Peer to peer (P2P) networking has emerged as a popular form of exchanging data such as movies or music among individuals using the Internet. In a P2P network each computer in the network has the same responsibilities as each of the others, i.e. it is a “peer”. Many variations of P2P networks have been created, at the time of writing the most prevalent being: Napster, Kazaa and Gnutella. The use of P2P for transferring large amounts of multimedia data such as movies or music has significantly increased the amount of information transmitted on the Internet.
P2P has led to increased financial pressure for network service providers. A network service provider is an entity that maintains a group of computers or nodes that form a network. Examples of networks include but are not limited to: a network controlled by an Internet Service Provider (ISP), a corporate network or a university network.

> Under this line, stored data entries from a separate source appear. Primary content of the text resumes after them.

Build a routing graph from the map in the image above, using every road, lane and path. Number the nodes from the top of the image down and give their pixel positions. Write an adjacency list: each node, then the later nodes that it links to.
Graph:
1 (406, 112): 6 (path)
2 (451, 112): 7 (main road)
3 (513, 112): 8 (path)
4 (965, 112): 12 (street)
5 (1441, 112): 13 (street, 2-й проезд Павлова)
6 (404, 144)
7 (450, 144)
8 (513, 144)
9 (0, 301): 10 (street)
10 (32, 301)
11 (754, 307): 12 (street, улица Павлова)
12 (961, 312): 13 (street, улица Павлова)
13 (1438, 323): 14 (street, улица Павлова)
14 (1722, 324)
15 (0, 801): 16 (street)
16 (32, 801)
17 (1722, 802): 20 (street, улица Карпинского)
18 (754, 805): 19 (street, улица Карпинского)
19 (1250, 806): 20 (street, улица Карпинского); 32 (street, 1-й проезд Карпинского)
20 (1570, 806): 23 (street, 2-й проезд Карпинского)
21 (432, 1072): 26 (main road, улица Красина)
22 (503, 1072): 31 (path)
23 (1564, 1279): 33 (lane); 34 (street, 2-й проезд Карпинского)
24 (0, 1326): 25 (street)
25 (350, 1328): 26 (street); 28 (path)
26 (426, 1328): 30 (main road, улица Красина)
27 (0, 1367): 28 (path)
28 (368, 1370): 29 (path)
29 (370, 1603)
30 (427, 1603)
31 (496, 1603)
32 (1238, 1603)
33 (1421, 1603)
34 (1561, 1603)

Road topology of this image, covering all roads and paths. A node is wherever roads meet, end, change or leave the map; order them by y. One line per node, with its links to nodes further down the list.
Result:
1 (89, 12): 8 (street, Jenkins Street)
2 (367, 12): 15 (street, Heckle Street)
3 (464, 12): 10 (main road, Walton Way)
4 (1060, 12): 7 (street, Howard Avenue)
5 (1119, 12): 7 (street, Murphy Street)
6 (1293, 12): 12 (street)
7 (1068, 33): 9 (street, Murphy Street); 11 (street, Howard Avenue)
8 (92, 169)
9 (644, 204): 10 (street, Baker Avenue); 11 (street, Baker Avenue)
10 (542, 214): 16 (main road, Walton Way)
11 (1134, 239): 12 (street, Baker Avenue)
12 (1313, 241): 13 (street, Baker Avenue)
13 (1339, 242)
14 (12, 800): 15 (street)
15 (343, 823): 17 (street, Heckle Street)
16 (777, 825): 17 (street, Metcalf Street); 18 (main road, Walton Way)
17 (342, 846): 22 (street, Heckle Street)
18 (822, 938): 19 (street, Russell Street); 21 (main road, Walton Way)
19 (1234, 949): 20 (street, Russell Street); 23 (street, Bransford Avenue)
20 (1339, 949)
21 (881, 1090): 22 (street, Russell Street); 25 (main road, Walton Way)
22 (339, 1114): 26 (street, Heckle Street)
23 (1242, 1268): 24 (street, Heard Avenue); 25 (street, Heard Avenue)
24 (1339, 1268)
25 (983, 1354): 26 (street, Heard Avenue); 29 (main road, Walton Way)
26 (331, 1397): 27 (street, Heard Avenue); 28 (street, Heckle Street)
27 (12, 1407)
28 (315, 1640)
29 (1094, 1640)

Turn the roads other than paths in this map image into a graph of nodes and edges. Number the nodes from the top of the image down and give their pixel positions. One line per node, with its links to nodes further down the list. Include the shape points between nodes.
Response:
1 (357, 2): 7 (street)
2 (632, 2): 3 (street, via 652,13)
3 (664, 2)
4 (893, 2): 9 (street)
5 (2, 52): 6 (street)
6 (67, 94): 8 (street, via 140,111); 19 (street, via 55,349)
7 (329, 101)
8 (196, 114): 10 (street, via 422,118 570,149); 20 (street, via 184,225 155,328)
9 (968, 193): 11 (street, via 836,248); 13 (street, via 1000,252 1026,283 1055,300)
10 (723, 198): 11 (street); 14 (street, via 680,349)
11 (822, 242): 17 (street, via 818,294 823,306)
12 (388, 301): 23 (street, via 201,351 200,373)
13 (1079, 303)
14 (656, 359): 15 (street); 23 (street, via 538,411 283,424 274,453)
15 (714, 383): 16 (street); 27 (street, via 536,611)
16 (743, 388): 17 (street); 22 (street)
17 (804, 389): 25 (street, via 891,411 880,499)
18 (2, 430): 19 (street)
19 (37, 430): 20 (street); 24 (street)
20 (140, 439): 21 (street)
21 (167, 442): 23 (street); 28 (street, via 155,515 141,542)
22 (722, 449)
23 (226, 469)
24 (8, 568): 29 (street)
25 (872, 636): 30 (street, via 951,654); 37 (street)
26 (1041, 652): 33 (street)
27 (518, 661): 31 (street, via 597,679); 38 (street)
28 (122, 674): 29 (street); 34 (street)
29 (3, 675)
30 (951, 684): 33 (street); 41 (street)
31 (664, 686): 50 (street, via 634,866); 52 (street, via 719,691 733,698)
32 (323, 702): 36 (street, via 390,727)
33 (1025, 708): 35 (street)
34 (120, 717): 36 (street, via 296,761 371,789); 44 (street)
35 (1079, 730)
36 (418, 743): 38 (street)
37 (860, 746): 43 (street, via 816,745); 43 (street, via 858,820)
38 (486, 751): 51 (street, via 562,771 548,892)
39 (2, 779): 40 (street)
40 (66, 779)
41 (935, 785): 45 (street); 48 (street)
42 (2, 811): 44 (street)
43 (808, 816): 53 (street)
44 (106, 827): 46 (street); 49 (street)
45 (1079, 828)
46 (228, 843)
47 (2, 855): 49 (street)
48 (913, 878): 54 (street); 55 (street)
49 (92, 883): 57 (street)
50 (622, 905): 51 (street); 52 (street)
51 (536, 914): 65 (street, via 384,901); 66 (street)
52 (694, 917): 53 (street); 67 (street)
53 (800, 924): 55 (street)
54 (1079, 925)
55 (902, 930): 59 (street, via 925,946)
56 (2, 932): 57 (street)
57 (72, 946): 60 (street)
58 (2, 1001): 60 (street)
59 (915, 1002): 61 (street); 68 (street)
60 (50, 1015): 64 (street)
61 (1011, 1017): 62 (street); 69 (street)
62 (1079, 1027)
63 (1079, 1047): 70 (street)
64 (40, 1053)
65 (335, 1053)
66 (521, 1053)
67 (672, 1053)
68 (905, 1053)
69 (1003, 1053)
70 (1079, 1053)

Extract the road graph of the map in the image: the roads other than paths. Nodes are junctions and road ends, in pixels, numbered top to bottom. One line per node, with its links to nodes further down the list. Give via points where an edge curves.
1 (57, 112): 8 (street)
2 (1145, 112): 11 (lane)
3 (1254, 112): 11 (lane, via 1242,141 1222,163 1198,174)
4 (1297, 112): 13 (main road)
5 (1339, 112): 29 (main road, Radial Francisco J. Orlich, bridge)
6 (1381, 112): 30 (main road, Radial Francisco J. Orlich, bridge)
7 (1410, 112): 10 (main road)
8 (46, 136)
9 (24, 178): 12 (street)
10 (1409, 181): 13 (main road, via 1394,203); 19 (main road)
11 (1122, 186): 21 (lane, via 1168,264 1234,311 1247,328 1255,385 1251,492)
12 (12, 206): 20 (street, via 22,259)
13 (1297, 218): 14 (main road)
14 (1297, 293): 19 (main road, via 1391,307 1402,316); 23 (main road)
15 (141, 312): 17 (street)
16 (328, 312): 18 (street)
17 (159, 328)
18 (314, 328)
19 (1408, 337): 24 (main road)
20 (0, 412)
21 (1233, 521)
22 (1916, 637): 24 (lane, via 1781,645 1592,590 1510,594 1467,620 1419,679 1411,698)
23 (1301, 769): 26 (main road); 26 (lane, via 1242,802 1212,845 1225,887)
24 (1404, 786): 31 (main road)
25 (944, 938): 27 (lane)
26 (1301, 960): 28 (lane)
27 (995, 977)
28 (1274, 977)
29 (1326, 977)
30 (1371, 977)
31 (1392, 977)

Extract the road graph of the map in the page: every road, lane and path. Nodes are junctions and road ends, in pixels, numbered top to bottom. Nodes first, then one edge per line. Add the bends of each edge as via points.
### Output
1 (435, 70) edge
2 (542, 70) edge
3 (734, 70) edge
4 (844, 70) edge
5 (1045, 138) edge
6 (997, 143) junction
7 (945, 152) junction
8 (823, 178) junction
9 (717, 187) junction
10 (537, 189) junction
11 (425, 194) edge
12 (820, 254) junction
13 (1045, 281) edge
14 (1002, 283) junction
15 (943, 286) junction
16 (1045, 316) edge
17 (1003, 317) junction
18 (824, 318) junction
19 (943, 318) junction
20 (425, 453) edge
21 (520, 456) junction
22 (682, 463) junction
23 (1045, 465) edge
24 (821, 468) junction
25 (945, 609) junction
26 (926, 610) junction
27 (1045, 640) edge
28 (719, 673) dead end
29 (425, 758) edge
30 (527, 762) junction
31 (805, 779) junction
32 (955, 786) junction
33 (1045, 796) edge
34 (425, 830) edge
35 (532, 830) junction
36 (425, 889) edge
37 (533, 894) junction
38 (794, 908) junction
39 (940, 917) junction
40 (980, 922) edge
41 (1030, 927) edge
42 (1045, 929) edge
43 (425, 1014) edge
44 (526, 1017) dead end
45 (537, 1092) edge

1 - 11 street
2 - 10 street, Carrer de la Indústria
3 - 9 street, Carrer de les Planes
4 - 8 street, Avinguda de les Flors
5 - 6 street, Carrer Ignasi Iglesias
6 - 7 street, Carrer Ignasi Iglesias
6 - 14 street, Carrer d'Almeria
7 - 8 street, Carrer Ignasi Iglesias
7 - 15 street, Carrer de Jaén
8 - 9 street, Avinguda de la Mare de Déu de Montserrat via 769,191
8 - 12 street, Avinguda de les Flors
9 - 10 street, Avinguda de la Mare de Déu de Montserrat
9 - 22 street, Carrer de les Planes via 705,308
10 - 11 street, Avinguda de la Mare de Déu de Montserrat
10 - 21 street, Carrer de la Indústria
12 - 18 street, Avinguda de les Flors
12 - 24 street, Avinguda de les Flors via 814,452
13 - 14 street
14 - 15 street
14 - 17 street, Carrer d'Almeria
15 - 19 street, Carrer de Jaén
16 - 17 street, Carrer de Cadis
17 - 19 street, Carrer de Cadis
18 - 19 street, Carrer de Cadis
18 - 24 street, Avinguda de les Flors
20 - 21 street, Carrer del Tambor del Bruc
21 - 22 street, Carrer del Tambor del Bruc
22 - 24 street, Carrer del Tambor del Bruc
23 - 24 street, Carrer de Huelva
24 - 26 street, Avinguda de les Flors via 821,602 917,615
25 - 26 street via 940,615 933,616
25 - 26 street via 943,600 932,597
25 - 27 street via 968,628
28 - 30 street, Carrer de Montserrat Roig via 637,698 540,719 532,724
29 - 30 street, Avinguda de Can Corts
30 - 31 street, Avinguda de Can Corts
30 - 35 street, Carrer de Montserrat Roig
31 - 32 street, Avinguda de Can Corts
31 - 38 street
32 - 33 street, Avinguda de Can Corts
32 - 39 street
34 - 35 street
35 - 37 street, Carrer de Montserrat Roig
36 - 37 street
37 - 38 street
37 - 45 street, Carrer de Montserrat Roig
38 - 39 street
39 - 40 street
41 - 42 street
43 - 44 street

A network service provider typically must pay a fee for the traffic to and from their network.
Given the popularity of P2P networking, it is difficult for any network service provider to block P2P traffic. The network service provider is left with few choices, namely:    a) tiered bandwidth services, and the hope that users will pay for additional bandwidth, or    b) capping the amount of bandwidth available to P2P applications, which could cause dissatisfaction among the user base.
Thus, there is a need for an alternative approach, which allows a network service provider to cost effectively constrain P2P traffic through their network, while maintaining or improving existing performance to the user. The present invention addresses this need.